▶ **TASK REQUIREMENTS**:
Retype every record exactly as it appears.

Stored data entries
=== Section Start ===

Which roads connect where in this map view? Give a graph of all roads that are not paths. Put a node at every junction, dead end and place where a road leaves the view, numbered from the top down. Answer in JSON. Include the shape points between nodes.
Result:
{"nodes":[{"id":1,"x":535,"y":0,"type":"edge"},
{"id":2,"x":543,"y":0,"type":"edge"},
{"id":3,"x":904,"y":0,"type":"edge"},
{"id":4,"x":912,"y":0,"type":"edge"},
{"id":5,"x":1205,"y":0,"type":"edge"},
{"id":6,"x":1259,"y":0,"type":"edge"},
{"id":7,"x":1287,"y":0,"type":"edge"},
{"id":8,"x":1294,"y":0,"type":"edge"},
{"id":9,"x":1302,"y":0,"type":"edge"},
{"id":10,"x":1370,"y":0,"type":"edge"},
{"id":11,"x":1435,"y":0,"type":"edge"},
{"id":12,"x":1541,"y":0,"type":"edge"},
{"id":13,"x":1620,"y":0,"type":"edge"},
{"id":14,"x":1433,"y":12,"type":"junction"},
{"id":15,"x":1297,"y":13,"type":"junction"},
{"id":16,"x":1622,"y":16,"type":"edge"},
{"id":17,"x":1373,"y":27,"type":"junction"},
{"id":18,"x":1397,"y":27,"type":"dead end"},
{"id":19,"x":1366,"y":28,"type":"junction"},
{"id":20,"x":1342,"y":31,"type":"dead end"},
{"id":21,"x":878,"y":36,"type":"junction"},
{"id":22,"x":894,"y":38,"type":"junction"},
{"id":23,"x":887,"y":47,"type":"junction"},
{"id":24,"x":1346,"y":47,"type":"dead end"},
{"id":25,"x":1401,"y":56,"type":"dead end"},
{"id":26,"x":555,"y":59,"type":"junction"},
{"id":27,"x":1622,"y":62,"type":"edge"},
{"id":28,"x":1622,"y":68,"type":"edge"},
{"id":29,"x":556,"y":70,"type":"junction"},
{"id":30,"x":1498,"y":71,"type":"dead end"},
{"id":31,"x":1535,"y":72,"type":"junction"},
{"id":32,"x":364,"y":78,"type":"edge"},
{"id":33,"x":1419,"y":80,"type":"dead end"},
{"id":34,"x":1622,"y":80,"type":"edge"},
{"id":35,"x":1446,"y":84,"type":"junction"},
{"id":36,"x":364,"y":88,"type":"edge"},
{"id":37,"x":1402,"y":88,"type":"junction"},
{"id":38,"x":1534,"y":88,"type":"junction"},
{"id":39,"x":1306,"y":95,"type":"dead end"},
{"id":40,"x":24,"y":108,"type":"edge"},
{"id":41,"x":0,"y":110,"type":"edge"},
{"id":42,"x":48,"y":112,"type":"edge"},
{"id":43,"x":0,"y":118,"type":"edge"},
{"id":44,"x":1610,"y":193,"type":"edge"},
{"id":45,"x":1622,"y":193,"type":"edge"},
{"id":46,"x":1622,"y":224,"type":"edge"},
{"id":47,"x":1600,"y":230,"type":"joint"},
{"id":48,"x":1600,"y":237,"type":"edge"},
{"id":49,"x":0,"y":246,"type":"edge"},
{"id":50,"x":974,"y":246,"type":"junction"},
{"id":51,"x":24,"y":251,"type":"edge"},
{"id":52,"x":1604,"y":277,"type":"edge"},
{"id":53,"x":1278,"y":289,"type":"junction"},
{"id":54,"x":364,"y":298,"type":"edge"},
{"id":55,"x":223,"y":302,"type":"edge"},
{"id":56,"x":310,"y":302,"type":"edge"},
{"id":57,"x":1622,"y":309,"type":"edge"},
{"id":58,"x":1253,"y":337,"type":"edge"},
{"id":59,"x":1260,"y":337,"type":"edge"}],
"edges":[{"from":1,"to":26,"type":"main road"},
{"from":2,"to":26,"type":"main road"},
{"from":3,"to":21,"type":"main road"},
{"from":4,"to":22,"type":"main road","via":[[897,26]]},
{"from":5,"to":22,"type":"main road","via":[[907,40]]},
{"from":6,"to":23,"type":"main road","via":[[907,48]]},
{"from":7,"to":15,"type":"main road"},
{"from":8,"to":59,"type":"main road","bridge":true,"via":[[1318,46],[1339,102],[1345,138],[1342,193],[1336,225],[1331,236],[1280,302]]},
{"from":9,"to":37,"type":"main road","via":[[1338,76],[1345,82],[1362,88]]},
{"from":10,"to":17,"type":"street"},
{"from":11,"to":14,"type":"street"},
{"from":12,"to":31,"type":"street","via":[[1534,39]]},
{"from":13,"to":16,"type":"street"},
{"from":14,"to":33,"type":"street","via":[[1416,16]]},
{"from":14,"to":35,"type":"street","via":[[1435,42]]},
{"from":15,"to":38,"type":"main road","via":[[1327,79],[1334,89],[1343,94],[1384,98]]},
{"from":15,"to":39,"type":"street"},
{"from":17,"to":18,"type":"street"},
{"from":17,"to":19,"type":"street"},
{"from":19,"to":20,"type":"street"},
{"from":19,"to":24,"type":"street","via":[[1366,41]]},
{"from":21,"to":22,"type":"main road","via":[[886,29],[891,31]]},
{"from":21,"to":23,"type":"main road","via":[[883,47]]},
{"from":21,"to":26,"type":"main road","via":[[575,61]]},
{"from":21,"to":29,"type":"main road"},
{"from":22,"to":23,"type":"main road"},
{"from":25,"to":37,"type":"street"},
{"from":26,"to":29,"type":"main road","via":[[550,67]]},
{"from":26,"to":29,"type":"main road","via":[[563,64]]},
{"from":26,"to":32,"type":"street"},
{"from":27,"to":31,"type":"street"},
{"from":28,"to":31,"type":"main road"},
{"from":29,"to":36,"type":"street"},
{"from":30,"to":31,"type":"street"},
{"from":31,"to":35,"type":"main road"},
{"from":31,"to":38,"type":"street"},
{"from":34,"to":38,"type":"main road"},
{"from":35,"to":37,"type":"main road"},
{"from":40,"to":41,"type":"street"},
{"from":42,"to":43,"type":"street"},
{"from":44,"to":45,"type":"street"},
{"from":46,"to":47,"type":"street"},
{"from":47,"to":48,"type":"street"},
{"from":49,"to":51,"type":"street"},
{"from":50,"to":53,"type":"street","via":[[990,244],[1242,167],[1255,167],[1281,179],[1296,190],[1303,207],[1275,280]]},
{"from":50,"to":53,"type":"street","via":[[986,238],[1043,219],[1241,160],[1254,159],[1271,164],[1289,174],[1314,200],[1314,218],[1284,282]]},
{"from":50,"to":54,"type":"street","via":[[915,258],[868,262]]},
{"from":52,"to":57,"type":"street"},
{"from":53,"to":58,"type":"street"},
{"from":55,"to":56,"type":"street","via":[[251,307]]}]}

=== Section End ===

▶ **SOLUTION FOR THIS EXERCISE**:
Which roads connect where in this map view? Give a graph of all roads that are not paths. Put a node at every junction, dead end and place where a road leaves the view, numbered from the top down. Answer in JSON. Include the shape points between nodes.
Result:
{"nodes":[{"id":1,"x":535,"y":0,"type":"edge"},
{"id":2,"x":543,"y":0,"type":"edge"},
{"id":3,"x":904,"y":0,"type":"edge"},
{"id":4,"x":912,"y":0,"type":"edge"},
{"id":5,"x":1205,"y":0,"type":"edge"},
{"id":6,"x":1259,"y":0,"type":"edge"},
{"id":7,"x":1287,"y":0,"type":"edge"},
{"id":8,"x":1294,"y":0,"type":"edge"},
{"id":9,"x":1302,"y":0,"type":"edge"},
{"id":10,"x":1370,"y":0,"type":"edge"},
{"id":11,"x":1435,"y":0,"type":"edge"},
{"id":12,"x":1541,"y":0,"type":"edge"},
{"id":13,"x":1620,"y":0,"type":"edge"},
{"id":14,"x":1433,"y":12,"type":"junction"},
{"id":15,"x":1297,"y":13,"type":"junction"},
{"id":16,"x":1622,"y":16,"type":"edge"},
{"id":17,"x":1373,"y":27,"type":"junction"},
{"id":18,"x":1397,"y":27,"type":"dead end"},
{"id":19,"x":1366,"y":28,"type":"junction"},
{"id":20,"x":1342,"y":31,"type":"dead end"},
{"id":21,"x":878,"y":36,"type":"junction"},
{"id":22,"x":894,"y":38,"type":"junction"},
{"id":23,"x":887,"y":47,"type":"junction"},
{"id":24,"x":1346,"y":47,"type":"dead end"},
{"id":25,"x":1401,"y":56,"type":"dead end"},
{"id":26,"x":555,"y":59,"type":"junction"},
{"id":27,"x":1622,"y":62,"type":"edge"},
{"id":28,"x":1622,"y":68,"type":"edge"},
{"id":29,"x":556,"y":70,"type":"junction"},
{"id":30,"x":1498,"y":71,"type":"dead end"},
{"id":31,"x":1535,"y":72,"type":"junction"},
{"id":32,"x":364,"y":78,"type":"edge"},
{"id":33,"x":1419,"y":80,"type":"dead end"},
{"id":34,"x":1622,"y":80,"type":"edge"},
{"id":35,"x":1446,"y":84,"type":"junction"},
{"id":36,"x":364,"y":88,"type":"edge"},
{"id":37,"x":1402,"y":88,"type":"junction"},
{"id":38,"x":1534,"y":88,"type":"junction"},
{"id":39,"x":1306,"y":95,"type":"dead end"},
{"id":40,"x":24,"y":108,"type":"edge"},
{"id":41,"x":0,"y":110,"type":"edge"},
{"id":42,"x":48,"y":112,"type":"edge"},
{"id":43,"x":0,"y":118,"type":"edge"},
{"id":44,"x":1610,"y":193,"type":"edge"},
{"id":45,"x":1622,"y":193,"type":"edge"},
{"id":46,"x":1622,"y":224,"type":"edge"},
{"id":47,"x":1600,"y":230,"type":"joint"},
{"id":48,"x":1600,"y":237,"type":"edge"},
{"id":49,"x":0,"y":246,"type":"edge"},
{"id":50,"x":974,"y":246,"type":"junction"},
{"id":51,"x":24,"y":251,"type":"edge"},
{"id":52,"x":1604,"y":277,"type":"edge"},
{"id":53,"x":1278,"y":289,"type":"junction"},
{"id":54,"x":364,"y":298,"type":"edge"},
{"id":55,"x":223,"y":302,"type":"edge"},
{"id":56,"x":310,"y":302,"type":"edge"},
{"id":57,"x":1622,"y":309,"type":"edge"},
{"id":58,"x":1253,"y":337,"type":"edge"},
{"id":59,"x":1260,"y":337,"type":"edge"}],
"edges":[{"from":1,"to":26,"type":"main road"},
{"from":2,"to":26,"type":"main road"},
{"from":3,"to":21,"type":"main road"},
{"from":4,"to":22,"type":"main road","via":[[897,26]]},
{"from":5,"to":22,"type":"main road","via":[[907,40]]},
{"from":6,"to":23,"type":"main road","via":[[907,48]]},
{"from":7,"to":15,"type":"main road"},
{"from":8,"to":59,"type":"main road","bridge":true,"via":[[1318,46],[1339,102],[1345,138],[1342,193],[1336,225],[1331,236],[1280,302]]},
{"from":9,"to":37,"type":"main road","via":[[1338,76],[1345,82],[1362,88]]},
{"from":10,"to":17,"type":"street"},
{"from":11,"to":14,"type":"street"},
{"from":12,"to":31,"type":"street","via":[[1534,39]]},
{"from":13,"to":16,"type":"street"},
{"from":14,"to":33,"type":"street","via":[[1416,16]]},
{"from":14,"to":35,"type":"street","via":[[1435,42]]},
{"from":15,"to":38,"type":"main road","via":[[1327,79],[1334,89],[1343,94],[1384,98]]},
{"from":15,"to":39,"type":"street"},
{"from":17,"to":18,"type":"street"},
{"from":17,"to":19,"type":"street"},
{"from":19,"to":20,"type":"street"},
{"from":19,"to":24,"type":"street","via":[[1366,41]]},
{"from":21,"to":22,"type":"main road","via":[[886,29],[891,31]]},
{"from":21,"to":23,"type":"main road","via":[[883,47]]},
{"from":21,"to":26,"type":"main road","via":[[575,61]]},
{"from":21,"to":29,"type":"main road"},
{"from":22,"to":23,"type":"main road"},
{"from":25,"to":37,"type":"street"},
{"from":26,"to":29,"type":"main road","via":[[550,67]]},
{"from":26,"to":29,"type":"main road","via":[[563,64]]},
{"from":26,"to":32,"type":"street"},
{"from":27,"to":31,"type":"street"},
{"from":28,"to":31,"type":"main road"},
{"from":29,"to":36,"type":"street"},
{"from":30,"to":31,"type":"street"},
{"from":31,"to":35,"type":"main road"},
{"from":31,"to":38,"type":"street"},
{"from":34,"to":38,"type":"main road"},
{"from":35,"to":37,"type":"main road"},
{"from":40,"to":41,"type":"street"},
{"from":42,"to":43,"type":"street"},
{"from":44,"to":45,"type":"street"},
{"from":46,"to":47,"type":"street"},
{"from":47,"to":48,"type":"street"},
{"from":49,"to":51,"type":"street"},
{"from":50,"to":53,"type":"street","via":[[990,244],[1242,167],[1255,167],[1281,179],[1296,190],[1303,207],[1275,280]]},
{"from":50,"to":53,"type":"street","via":[[986,238],[1043,219],[1241,160],[1254,159],[1271,164],[1289,174],[1314,200],[1314,218],[1284,282]]},
{"from":50,"to":54,"type":"street","via":[[915,258],[868,262]]},
{"from":52,"to":57,"type":"street"},
{"from":53,"to":58,"type":"street"},
{"from":55,"to":56,"type":"street","via":[[251,307]]}]}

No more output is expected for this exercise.